TASK PROMPT: A verbatim copy of the records below, pictures omitted, is the task.

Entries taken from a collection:
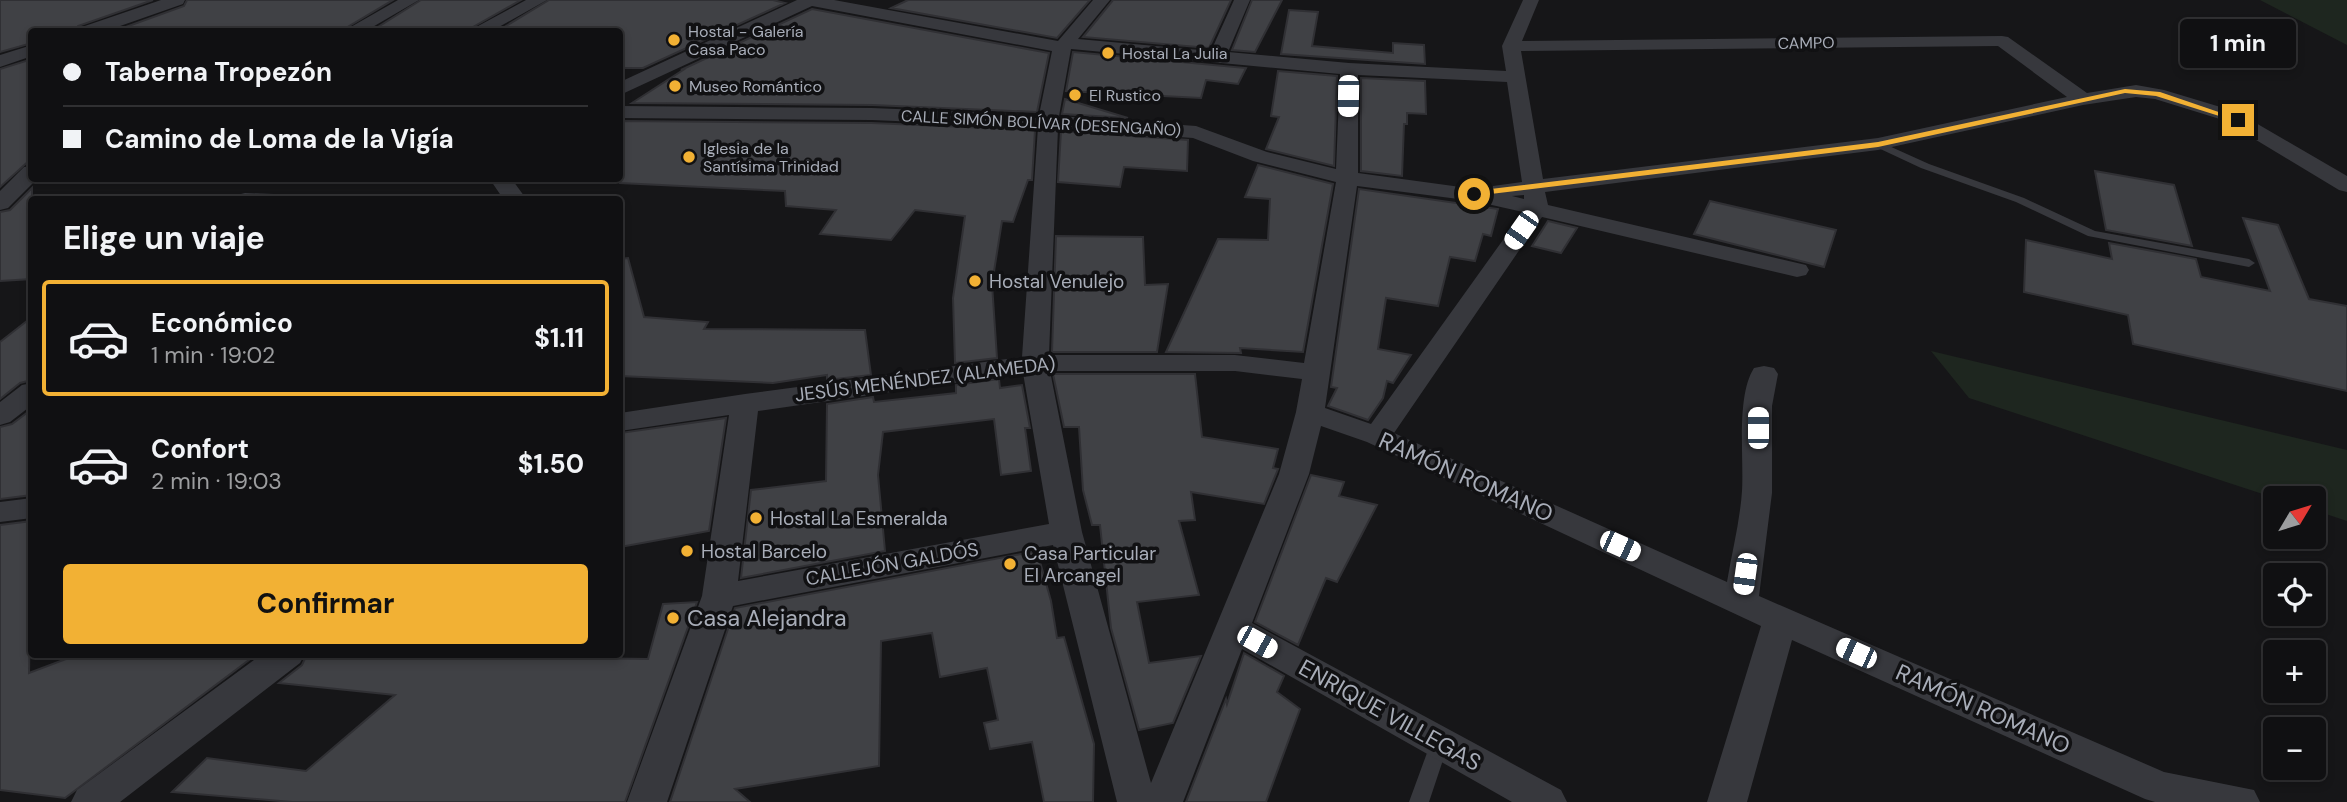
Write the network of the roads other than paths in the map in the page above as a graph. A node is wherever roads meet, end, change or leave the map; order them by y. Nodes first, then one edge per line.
1 (177, 0) edge
2 (411, 0) edge
3 (539, 0) edge
4 (809, 0) edge
5 (1102, 0) edge
6 (1242, 0) edge
7 (1531, 0) edge
8 (96, 28) edge
9 (358, 28) edge
10 (483, 28) edge
11 (1063, 45) junction
12 (1511, 46) junction
13 (28, 51) edge
14 (1218, 55) junction
15 (2, 59) edge
16 (28, 60) edge
17 (1349, 69) junction
18 (623, 74) edge
19 (645, 75) junction
20 (1517, 76) junction
21 (623, 87) edge
22 (2083, 99) junction
23 (623, 112) edge
24 (1048, 121) junction
25 (1878, 144) junction
26 (28, 176) edge
27 (1347, 178) junction
28 (289, 182) edge
29 (501, 182) edge
30 (2347, 185) edge
31 (275, 196) edge
32 (513, 196) edge
33 (1534, 198) junction
34 (0, 203) edge
35 (28, 203) edge
36 (2249, 263) dead end
37 (1797, 270) dead end
38 (1035, 363) junction
39 (1315, 373) junction
40 (1763, 374) dead end
41 (22, 396) edge
42 (745, 402) junction
43 (1310, 412) junction
44 (0, 416) edge
45 (623, 422) edge
46 (1377, 436) junction
47 (28, 508) edge
48 (0, 512) edge
49 (1066, 532) junction
50 (719, 596) junction
51 (1741, 601) junction
52 (1780, 620) junction
53 (1234, 629) junction
54 (283, 658) edge
55 (1440, 742) junction
56 (91, 802) edge
57 (647, 802) edge
58 (1137, 802) edge
59 (1163, 802) edge
60 (1419, 802) edge
61 (1547, 802) edge
62 (1727, 802) edge
63 (2240, 802) edge

1 - 8 street
2 - 9 street
3 - 10 street
4 - 11 street
4 - 19 street
5 - 11 street
6 - 14 street
7 - 12 street
11 - 14 street
11 - 24 street
12 - 20 street
12 - 22 street, CAMPO
13 - 15 street
14 - 17 street
15 - 16 street
17 - 20 street
17 - 27 street
18 - 19 street
19 - 21 street
20 - 33 street
22 - 25 street
22 - 30 street
23 - 24 street, CALLE SIMÓN BOLÍVAR (DESENGAÑO)
24 - 27 street, CALLE SIMÓN BOLÍVAR (DESENGAÑO)
24 - 38 street
25 - 33 street
25 - 36 lane
26 - 34 street
27 - 33 street, CALLE SIMÓN BOLÍVAR (DESENGAÑO)
27 - 39 street
28 - 31 street
29 - 32 street
33 - 37 street, CALLE SIMÓN BOLÍVAR (DESENGAÑO)
33 - 46 street
34 - 35 street
38 - 39 street, JESÚS MENÉNDEZ (ALAMEDA)
38 - 42 street, JESÚS MENÉNDEZ (ALAMEDA)
38 - 49 street
39 - 43 street
40 - 51 street
41 - 44 street
42 - 45 street, JESÚS MENÉNDEZ (ALAMEDA)
42 - 50 street
43 - 46 street, RAMÓN ROMANO
43 - 53 street
46 - 51 street, RAMÓN ROMANO
47 - 48 street
49 - 50 street, CALLEJÓN GALDÓS
49 - 58 street
50 - 57 street
51 - 52 street, RAMÓN ROMANO
52 - 62 street
52 - 63 street, RAMÓN ROMANO
53 - 55 street, ENRIQUE VILLEGAS
53 - 59 street
54 - 56 street
55 - 60 lane
55 - 61 street, ENRIQUE VILLEGAS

RESPONSE TO THIS EXERCISE:
Write the network of the roads other than paths in the map in the page above as a graph. A node is wherever roads meet, end, change or leave the map; order them by y. Nodes first, then one edge per line.
1 (177, 0) edge
2 (411, 0) edge
3 (539, 0) edge
4 (809, 0) edge
5 (1102, 0) edge
6 (1242, 0) edge
7 (1531, 0) edge
8 (96, 28) edge
9 (358, 28) edge
10 (483, 28) edge
11 (1063, 45) junction
12 (1511, 46) junction
13 (28, 51) edge
14 (1218, 55) junction
15 (2, 59) edge
16 (28, 60) edge
17 (1349, 69) junction
18 (623, 74) edge
19 (645, 75) junction
20 (1517, 76) junction
21 (623, 87) edge
22 (2083, 99) junction
23 (623, 112) edge
24 (1048, 121) junction
25 (1878, 144) junction
26 (28, 176) edge
27 (1347, 178) junction
28 (289, 182) edge
29 (501, 182) edge
30 (2347, 185) edge
31 (275, 196) edge
32 (513, 196) edge
33 (1534, 198) junction
34 (0, 203) edge
35 (28, 203) edge
36 (2249, 263) dead end
37 (1797, 270) dead end
38 (1035, 363) junction
39 (1315, 373) junction
40 (1763, 374) dead end
41 (22, 396) edge
42 (745, 402) junction
43 (1310, 412) junction
44 (0, 416) edge
45 (623, 422) edge
46 (1377, 436) junction
47 (28, 508) edge
48 (0, 512) edge
49 (1066, 532) junction
50 (719, 596) junction
51 (1741, 601) junction
52 (1780, 620) junction
53 (1234, 629) junction
54 (283, 658) edge
55 (1440, 742) junction
56 (91, 802) edge
57 (647, 802) edge
58 (1137, 802) edge
59 (1163, 802) edge
60 (1419, 802) edge
61 (1547, 802) edge
62 (1727, 802) edge
63 (2240, 802) edge

1 - 8 street
2 - 9 street
3 - 10 street
4 - 11 street
4 - 19 street
5 - 11 street
6 - 14 street
7 - 12 street
11 - 14 street
11 - 24 street
12 - 20 street
12 - 22 street, CAMPO
13 - 15 street
14 - 17 street
15 - 16 street
17 - 20 street
17 - 27 street
18 - 19 street
19 - 21 street
20 - 33 street
22 - 25 street
22 - 30 street
23 - 24 street, CALLE SIMÓN BOLÍVAR (DESENGAÑO)
24 - 27 street, CALLE SIMÓN BOLÍVAR (DESENGAÑO)
24 - 38 street
25 - 33 street
25 - 36 lane
26 - 34 street
27 - 33 street, CALLE SIMÓN BOLÍVAR (DESENGAÑO)
27 - 39 street
28 - 31 street
29 - 32 street
33 - 37 street, CALLE SIMÓN BOLÍVAR (DESENGAÑO)
33 - 46 street
34 - 35 street
38 - 39 street, JESÚS MENÉNDEZ (ALAMEDA)
38 - 42 street, JESÚS MENÉNDEZ (ALAMEDA)
38 - 49 street
39 - 43 street
40 - 51 street
41 - 44 street
42 - 45 street, JESÚS MENÉNDEZ (ALAMEDA)
42 - 50 street
43 - 46 street, RAMÓN ROMANO
43 - 53 street
46 - 51 street, RAMÓN ROMANO
47 - 48 street
49 - 50 street, CALLEJÓN GALDÓS
49 - 58 street
50 - 57 street
51 - 52 street, RAMÓN ROMANO
52 - 62 street
52 - 63 street, RAMÓN ROMANO
53 - 55 street, ENRIQUE VILLEGAS
53 - 59 street
54 - 56 street
55 - 60 lane
55 - 61 street, ENRIQUE VILLEGAS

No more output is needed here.